His mind drifts back to his first night back in Gotham, back from an exile that, in his mind, lasted for far too long. On that night, he had decided to revel in his independence and order his own dinner rather than eat whatever Alfred might've left in the fridge. The Chinese food was good even though it wasn't as good as real Chinese food from China, which he's had before. But that decision, like a lot of others in his life, had unforeseen consequences. He just had to be curious about that fortune cookie. He had to be.

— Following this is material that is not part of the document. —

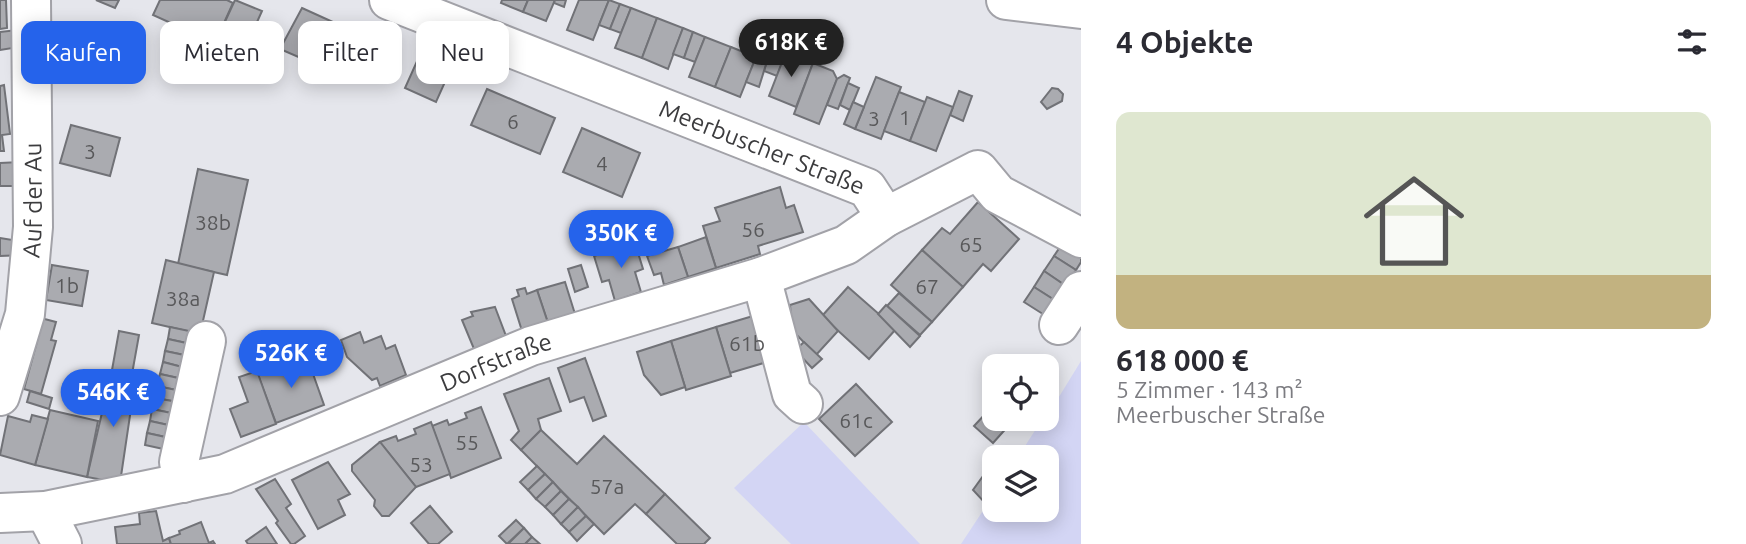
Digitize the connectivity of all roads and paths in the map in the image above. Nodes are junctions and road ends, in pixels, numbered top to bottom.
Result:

He stares at the writing one more time to be positive about what it says. A choice you make soon could save a friend's life. He wonders if he's suddenly wandered into some horribly cliché detective movie, the kind that only someone such as him would watch. It would suit his life. He knows it would. The message from the fortune cookie was as ominous as the letter he had received, the letter that had drawn him back home, back to a city he swore he'd never return to. He had told Bruce once that Gotham was full of too many ghosts. He knows now that it wasn't the city, it was him. But he figures that he was in his rebel stage at the time he told Bruce that, the kind of stage every kid goes through when they're his age. He figures that he needed to have that time, needed to sow some wild oats and live life outside his box. He figures he needed to grieve and to break away from everything so he could find out just who in this mad, mad world he really is. It is only now, however, that he fully realizes that he should've held on to some things instead of pushing them away.

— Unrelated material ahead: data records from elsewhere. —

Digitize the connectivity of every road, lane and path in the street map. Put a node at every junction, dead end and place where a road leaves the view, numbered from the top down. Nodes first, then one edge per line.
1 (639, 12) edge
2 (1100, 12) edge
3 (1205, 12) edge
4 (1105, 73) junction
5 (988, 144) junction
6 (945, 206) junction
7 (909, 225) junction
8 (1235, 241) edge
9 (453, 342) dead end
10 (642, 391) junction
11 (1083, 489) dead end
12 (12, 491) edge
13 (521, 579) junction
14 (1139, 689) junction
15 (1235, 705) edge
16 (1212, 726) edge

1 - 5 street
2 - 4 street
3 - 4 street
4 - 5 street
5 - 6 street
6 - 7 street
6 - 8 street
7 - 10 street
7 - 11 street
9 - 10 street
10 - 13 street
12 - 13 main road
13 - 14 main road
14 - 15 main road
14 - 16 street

He tried to dismiss the fortune when he first read it. But he is a detective and when his gut tells him something then he listens. His gut is what brought him back to Gotham, his gut and his heart. His gut told him that they should've tried harder to find her. His gut told him that something bad was bound to happen while they were away. His heart still tells him that he needs her even though his head still can't really admit it. He always knew his head was going to kill him some day.
They were more than just friends though, weren't they? He mulls it over now, just as he's been doing since he received the letter. They are family still, held together by a bond that is unbreakable. Bruce thought it best that the family take a vacation. Bruce and Dick and Tim: the boys club. They were a trinity of sorts. Bruce the Father, Dick the Son, and Tim the Spirit. He thinks too much. It's a compulsion he has, an almost frenzied need to be analytical about everything. He knows his head will get him killed one day. So in this grand design, where was Cassandra Cain? He hasn't figured that out quite yet. He knows though that she is family even though she was not included in the family vacation. He never liked that and still regrets not raising more of a fuss about it.

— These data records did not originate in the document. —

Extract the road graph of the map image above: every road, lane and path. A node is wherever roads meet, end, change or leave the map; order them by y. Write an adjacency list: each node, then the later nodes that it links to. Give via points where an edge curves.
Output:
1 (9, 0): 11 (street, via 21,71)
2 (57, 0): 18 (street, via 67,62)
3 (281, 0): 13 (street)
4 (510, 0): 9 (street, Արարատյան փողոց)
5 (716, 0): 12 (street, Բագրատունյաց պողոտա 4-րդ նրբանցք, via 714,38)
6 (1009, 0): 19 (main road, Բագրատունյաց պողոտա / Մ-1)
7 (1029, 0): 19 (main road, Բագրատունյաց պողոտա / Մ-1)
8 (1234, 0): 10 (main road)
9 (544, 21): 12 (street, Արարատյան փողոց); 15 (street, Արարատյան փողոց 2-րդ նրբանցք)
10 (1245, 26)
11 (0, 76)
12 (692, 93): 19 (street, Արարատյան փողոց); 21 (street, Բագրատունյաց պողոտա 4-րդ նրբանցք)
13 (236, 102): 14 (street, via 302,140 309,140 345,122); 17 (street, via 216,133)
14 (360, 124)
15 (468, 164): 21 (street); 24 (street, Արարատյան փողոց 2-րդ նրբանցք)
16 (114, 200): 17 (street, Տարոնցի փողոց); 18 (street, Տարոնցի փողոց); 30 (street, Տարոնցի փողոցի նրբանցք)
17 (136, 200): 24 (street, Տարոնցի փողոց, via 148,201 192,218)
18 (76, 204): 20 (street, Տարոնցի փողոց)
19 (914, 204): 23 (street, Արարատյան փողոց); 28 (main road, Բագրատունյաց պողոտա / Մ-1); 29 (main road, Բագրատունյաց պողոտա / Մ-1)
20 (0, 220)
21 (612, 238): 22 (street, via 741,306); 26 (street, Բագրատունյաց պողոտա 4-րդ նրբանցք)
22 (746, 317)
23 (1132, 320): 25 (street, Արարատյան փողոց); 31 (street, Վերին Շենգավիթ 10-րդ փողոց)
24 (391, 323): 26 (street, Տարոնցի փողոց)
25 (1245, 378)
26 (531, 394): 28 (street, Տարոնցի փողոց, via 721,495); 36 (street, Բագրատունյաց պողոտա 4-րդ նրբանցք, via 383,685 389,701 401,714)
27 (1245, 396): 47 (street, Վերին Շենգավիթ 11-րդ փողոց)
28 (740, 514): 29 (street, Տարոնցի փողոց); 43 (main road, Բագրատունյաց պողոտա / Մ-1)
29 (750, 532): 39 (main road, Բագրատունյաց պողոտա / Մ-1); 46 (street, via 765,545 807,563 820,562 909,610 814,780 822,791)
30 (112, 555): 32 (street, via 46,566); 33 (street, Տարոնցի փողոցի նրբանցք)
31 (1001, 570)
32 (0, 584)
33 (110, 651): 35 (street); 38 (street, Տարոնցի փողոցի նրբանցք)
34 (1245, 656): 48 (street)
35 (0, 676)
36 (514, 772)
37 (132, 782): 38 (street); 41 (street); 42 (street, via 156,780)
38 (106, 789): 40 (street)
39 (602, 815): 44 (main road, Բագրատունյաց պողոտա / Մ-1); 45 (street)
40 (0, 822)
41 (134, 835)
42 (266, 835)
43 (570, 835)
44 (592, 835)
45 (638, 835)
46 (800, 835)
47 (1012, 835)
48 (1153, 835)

She was more than family to him though, wasn't she? He hasn't figured out that mystery yet. Right now, he's just trying to find out if she's still alive. There will be time for confessions, for admissions of wrong on his part, after that mystery has been solved. He does know though that he has wronged her, has been a bad brother to her and an even worse friend. He knows that when he finds her alive, he will hug her and kiss her and tell her all these things, confess all these sins and then right them. He will tell her that he loves her, that perhaps he has always loved her. He will tell her that the year he spent in Budapest helped him understand things, helped him move away from the past and towards the future. But he has to wonder, for curiosity is his nature, whether or not it will be enough. Will she forgive him or will she hate him for leaving her behind? Will she even be alive at all to hear his grand confession? He knows that he has to try to find her no matter the outcome. The world has taken a lot of things from him but never his hope, never his determination.
"I'll make the right choice this time, Cass," whispers Tim Drake as he folds the slip of paper into a pocket on his belt, the same pocket where he keeps the letter that brought him home, the letter that speaks of her being in dire trouble. He cannot fail her even though he fears he already has. He will not stop looking and searching until he sees her alive, until he feels her arms around him and feels the softness of her hair against his cheek. He cannot stop until he discovers the truth, no matter how afraid he might be of what it will be.
"Nobody dies," whispers Tim Drake, "Not on my watch. Not again." The grappling line is fired and he soon swings through the streets of Gotham, seeking forgiveness for the sister he wronged and the girl he loved but never confessed to.